Art. 5 Rights of Use

  1. The Customer and its named users will be granted the non-exclusive right to access, for the duration of usage, i.e., the duration of this contract, the software functionalities which are assigned to the respective user roles. The Customer does not receive further rights.
  2. The Customer is not entitled to use the software beyond the usage permitted within the framework of this contract. The Customer is allowed, at his expense, to grant user roles registered with mbi to external partners, after express consent of mbi has been given. Furthermore, the Customer is not permitted to make WINPACCS available to third parties, or to provide access to it to any third parties. In particular, the Customer does not have the right to decompile, reproduce, sell, or offer access to the source code, or parts of it, to third parties. The functions and any graphical illustrations of WINPACCS may not be used for the Customer’s own purposes, especially not within other software of the Customer or of associated companies. It is expressively forbidden to use WINPACCS in order to develop similar software. If required by mbi, the Customer is obliged, without delay, to provide any details and information required for asserting claims against third parties, including their name and address, as well as type and scope of the claim against the third-party debtor arising from the unauthorised use of the software.
  3. The use of WINPACCS is forbidden for competitors of mbi, as well as associated firms of competitors of mbi.
  4. The Customer is obliged to pay the prices for services that arise and are incurred for the users they have set up and authorised. The same applies if unauthorised use by third parties occurs, if and as far as the Customer is responsible for such use.
  5. For WINPACCS Accounting and WINPACCS Cashbook the following applies: the Customer is only allowed to install the modules a maximum of twice as many times as the amount of user roles with write permission are registered for the corresponding modules.
  6. Additional deployment environments may only be used for the specified purpose (e.g., training, testing) and not for productive use. mbi is not obliged to back up any data for additional deployment environments.

Art. 6 Fees

  1. Fees and ancillary costs are in principle net remunerations plus statutory taxes and duties.
  2. The invoice amount must be paid to the account specified in the invoice. It must be credited not later than 14 days after the invoice has been received. If the Customer allows mbi to use direct debit, mbi will not debit the amount on the invoice from the specified account until the seventh day after the invoice has been received.
  3. Other charges shall be payable after the relevant service has been performed.
  4. The Customer shall only be entitled to a right of set-off, if his counterclaim is legally binding or undisputed. The Customer shall only be entitled to assert a right of retention due to counterclaims arising from this contractual relationship.

Art. 7 Default

  1. If the Customer
    1. defaults on payment of the amount owed for three consecutive months, or
    2. defaults on payment that amounts to the monthly subscription for three months, during a period that extends over more than three months, mbi shall have the right to terminate the agreement without notice and cease the services at the expense of the Customer.
  2. mbi reserves the right to assert further claims regarding default of payment.
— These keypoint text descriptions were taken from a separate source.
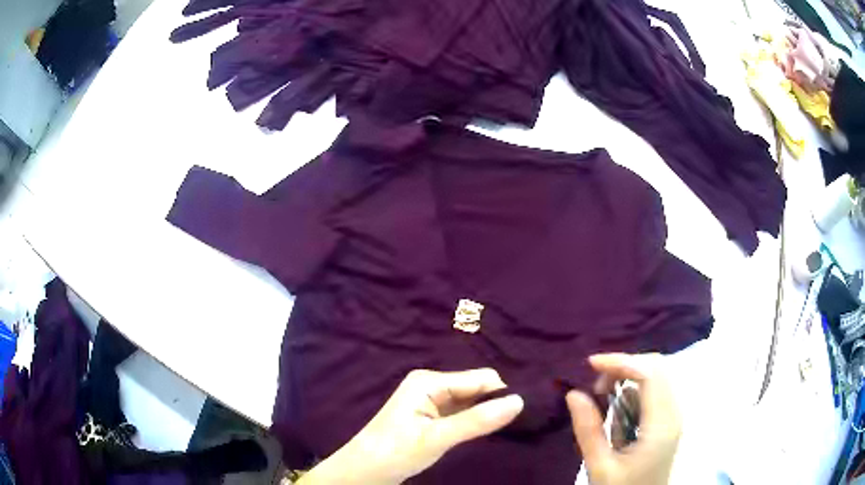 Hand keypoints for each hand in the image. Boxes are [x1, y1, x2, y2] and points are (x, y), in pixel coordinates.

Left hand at [298, 369, 523, 484]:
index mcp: (429, 381)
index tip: (521, 416)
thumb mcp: (437, 438)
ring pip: (471, 401)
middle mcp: (431, 385)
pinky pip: (462, 412)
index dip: (501, 395)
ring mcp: (430, 400)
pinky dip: (473, 421)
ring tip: (500, 432)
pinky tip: (481, 433)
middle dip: (493, 404)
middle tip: (509, 428)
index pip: (481, 378)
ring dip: (485, 413)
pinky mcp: (431, 416)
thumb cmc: (395, 452)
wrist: (364, 472)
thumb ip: (477, 421)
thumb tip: (519, 401)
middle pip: (476, 387)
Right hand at [566, 354, 680, 484]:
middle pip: (656, 368)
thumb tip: (573, 394)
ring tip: (602, 400)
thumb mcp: (600, 466)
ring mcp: (672, 416)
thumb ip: (588, 430)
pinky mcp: (666, 422)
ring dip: (627, 381)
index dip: (621, 362)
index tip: (589, 365)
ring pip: (655, 378)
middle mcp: (673, 413)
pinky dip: (632, 395)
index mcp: (662, 423)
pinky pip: (652, 394)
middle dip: (624, 368)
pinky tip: (616, 415)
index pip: (649, 373)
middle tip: (595, 386)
Art. 8 Reservation of Right of Modification

  1. mbi reserves the right to change the form and nature of the provided services in an acceptable manner. The change is acceptable, if:
    1. new legal or regulatory requirements render a change necessary,
    2. the agreed services are no longer state-of-the-art, or comply to security regulations or data protection law, or if their operability can no longer be guaranteed,
    3. or if the services are replaced, in whole or in part, by equivalent or enhanced services, the amount of service provided will remain essentially the same, and the change of service is reasonable.
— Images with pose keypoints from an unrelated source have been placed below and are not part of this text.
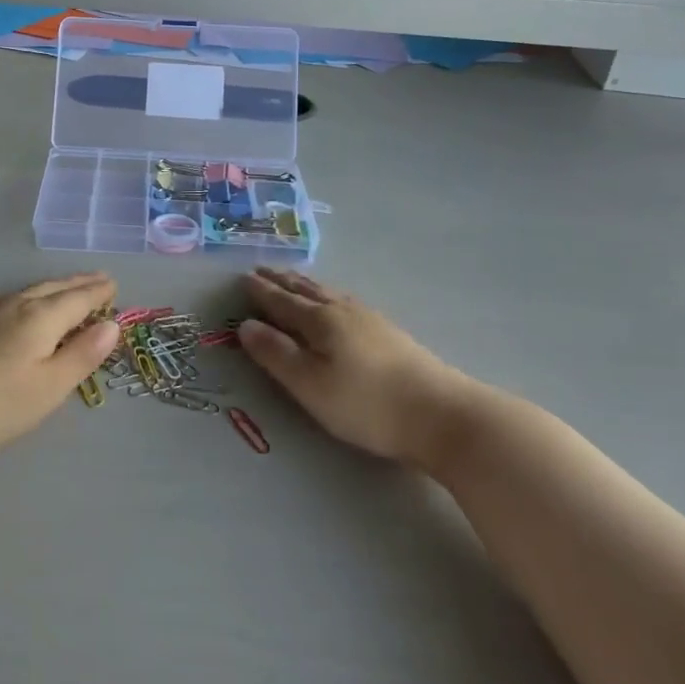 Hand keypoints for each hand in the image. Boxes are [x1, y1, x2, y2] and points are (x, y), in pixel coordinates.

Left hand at [0, 273, 121, 466]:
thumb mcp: (48, 387)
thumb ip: (82, 355)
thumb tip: (112, 325)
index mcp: (41, 317)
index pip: (78, 298)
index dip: (98, 292)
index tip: (114, 284)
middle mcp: (15, 305)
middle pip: (54, 288)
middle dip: (79, 283)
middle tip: (99, 278)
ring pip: (31, 291)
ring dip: (55, 288)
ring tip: (68, 289)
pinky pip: (13, 300)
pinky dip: (33, 298)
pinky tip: (24, 308)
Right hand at [238, 268, 484, 473]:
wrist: (441, 414)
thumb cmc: (366, 404)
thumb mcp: (310, 385)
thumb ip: (276, 354)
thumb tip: (245, 326)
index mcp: (320, 321)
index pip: (282, 301)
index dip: (261, 291)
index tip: (243, 277)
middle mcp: (344, 311)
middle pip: (306, 290)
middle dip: (281, 280)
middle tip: (262, 269)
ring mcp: (371, 319)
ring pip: (330, 293)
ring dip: (306, 284)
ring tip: (294, 280)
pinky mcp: (391, 333)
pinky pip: (347, 301)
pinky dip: (329, 295)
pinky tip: (338, 303)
    The Customer will be informed of the change to the service in a timely manner.

  2. mbi reserves the right to change or supplement its conditions (particularly prices and the general terms and conditions). In such a case, mbi will inform the Customer of those changes and/or additions one month in advance. Those changes and addendums will only be applicable if the Customer, after having been informed, continues to use WINPACCS after the next possible option to terminate the contract, and it has been informed of these consequences. This procedure applies mutatis mutandis for free of charge services.

Art. 9 Liability

  1. mbi shall be liable for all damage arising from wilful intent, gross negligence, or due to the lack of a guaranteed characteristic.
  2. In the event of mild negligence mbi shall be liable for all damage resulting from injury to life, limb, or health of another. Furthermore, concerning mild negligence, mbi shall only be liable if an obligation is violated, whose fulfilment is necessary in order to accomplish the contract, whose violation endangers the purpose of the contract and on whose observance the Customer may duly rely (major obligation). If a cardinal obligation is violated, the liability is limited to foreseeable damage typical of the contract concerned. This also applies to liability for lost profits and savings that failed to materialise. Liability for other distant consequential harm caused by a defect is excluded.
  3. The strict liability of mbi for damages (Art. 536 lit. a BGB) for defects existing at the time the contract is signed is excluded.
  4. Liability for all other damage is excluded, including liability for lost data or hardware defects arising due to incompatibility of the existing components on the PC system of the Customer with the new or in use hard- and software, and for system faults which may arise due to misconfigurations or older, interfering, not completely deleted drivers.
  5. Liability due to regulations of the German Product Liability Act (Produkthaftungsgesetz) remain unaffected.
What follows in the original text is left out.